The Doctrine of the Mean was originally one of The Book of Rites for Little Wear (that is, the Book of Rites, which is common in later generations), and the Doctrine of the Mean was the thirty-first article of the fifty-second volume. The author is Zi Si, a descendant of Confucius, who was revised and collated by scholars in Qin Dynasty. It is also an important treatise of China's ancient educational theory.

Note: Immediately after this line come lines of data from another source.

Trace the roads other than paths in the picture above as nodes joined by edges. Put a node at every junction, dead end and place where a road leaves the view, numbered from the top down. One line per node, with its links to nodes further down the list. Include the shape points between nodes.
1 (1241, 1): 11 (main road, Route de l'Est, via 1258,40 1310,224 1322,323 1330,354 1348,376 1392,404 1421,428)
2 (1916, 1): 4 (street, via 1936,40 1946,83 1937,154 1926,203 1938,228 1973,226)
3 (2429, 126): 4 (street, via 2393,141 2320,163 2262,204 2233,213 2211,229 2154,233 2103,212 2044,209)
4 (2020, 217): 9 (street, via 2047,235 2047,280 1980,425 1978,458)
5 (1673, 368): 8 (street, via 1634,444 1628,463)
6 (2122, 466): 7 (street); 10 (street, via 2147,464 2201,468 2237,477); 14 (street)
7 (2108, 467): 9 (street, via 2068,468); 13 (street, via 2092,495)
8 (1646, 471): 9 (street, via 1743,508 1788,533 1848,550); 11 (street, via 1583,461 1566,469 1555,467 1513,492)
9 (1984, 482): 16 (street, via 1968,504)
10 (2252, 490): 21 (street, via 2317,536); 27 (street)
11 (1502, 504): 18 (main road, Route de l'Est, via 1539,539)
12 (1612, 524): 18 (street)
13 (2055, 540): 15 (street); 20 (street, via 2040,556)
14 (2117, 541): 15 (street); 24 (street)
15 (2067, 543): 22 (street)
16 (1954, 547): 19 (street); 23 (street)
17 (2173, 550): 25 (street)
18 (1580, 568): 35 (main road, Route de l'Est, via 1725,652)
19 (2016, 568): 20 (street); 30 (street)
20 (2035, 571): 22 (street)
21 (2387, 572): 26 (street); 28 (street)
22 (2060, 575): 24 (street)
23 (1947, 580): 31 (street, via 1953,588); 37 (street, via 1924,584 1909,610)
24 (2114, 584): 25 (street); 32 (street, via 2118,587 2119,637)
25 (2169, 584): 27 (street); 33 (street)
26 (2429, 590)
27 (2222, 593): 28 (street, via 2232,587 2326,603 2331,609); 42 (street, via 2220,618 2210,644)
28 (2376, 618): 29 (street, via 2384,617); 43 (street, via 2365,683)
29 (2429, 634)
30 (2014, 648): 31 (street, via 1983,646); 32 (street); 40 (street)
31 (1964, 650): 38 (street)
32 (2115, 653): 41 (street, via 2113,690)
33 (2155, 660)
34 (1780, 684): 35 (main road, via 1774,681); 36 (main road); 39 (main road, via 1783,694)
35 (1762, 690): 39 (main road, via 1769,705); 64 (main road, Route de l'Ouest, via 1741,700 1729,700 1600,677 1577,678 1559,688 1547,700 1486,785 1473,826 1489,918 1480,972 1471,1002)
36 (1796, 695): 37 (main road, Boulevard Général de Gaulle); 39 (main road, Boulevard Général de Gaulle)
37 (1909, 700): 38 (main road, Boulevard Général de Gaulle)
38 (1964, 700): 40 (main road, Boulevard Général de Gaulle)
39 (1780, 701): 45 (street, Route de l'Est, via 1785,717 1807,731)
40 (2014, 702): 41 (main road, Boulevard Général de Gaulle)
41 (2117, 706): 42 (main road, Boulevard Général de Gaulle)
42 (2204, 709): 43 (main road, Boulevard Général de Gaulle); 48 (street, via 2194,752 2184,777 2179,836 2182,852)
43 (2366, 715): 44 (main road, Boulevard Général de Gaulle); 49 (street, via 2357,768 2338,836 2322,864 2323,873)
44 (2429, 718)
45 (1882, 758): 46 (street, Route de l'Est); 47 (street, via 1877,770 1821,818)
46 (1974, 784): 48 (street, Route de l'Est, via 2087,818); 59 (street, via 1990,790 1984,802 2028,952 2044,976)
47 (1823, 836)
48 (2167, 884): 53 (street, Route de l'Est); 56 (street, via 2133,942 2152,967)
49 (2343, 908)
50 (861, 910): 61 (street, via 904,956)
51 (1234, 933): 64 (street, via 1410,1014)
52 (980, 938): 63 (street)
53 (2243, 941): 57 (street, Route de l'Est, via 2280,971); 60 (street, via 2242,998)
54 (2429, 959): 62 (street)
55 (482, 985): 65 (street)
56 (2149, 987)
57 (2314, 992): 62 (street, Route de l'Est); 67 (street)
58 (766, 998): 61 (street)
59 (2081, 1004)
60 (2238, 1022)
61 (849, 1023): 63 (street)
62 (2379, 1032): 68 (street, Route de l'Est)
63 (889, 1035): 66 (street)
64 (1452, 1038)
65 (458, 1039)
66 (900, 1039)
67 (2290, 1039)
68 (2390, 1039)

The doctrine of the mean was highlighted by scholars in the Song Dynasty. There were more than one hundred articles on the doctrine of the mean in Song Dynasty, but it was not Confucian scholars who first discussed the doctrine of the mean, but Shi Zhiyuan, a foreigner who died in the first year of Ganxing in Song Zhenzong. After Zhiyuan, Sima Guang was one of the earliest golden mean theorists in Song Confucianism. Later, in the Northern Song Dynasty, Cheng Hao and Cheng Yi advocated the golden mean. In the Southern Song Dynasty, Zhu wrote The Doctrine of the Mean, which is called the "Four Books" together with The University, The Analects of Confucius and Mencius. After the Song and Yuan Dynasties, The Doctrine of the Mean became an official textbook and a must-read in the imperial examination, which had a great influence on ancient education.
Zi Cheng Zi said, "If you are not partial, you are right; It is not easy to call it mediocrity. The winner is king, and the world is right. Mediocrity is the norm of this world. This article is Confucius' teaching of mind and nature, and Zisi was afraid that he would be poor if he went on like this, so he wrote it in a book to teach Mencius. His book begins with a statement; Dispersion is everything; Compound into the end of a principle. Let it go, then Liuhe; If you throw it, you will return to the secret. Its taste is endless. They are all practical. If you are a good reader, you will enjoy it all your life and never run out.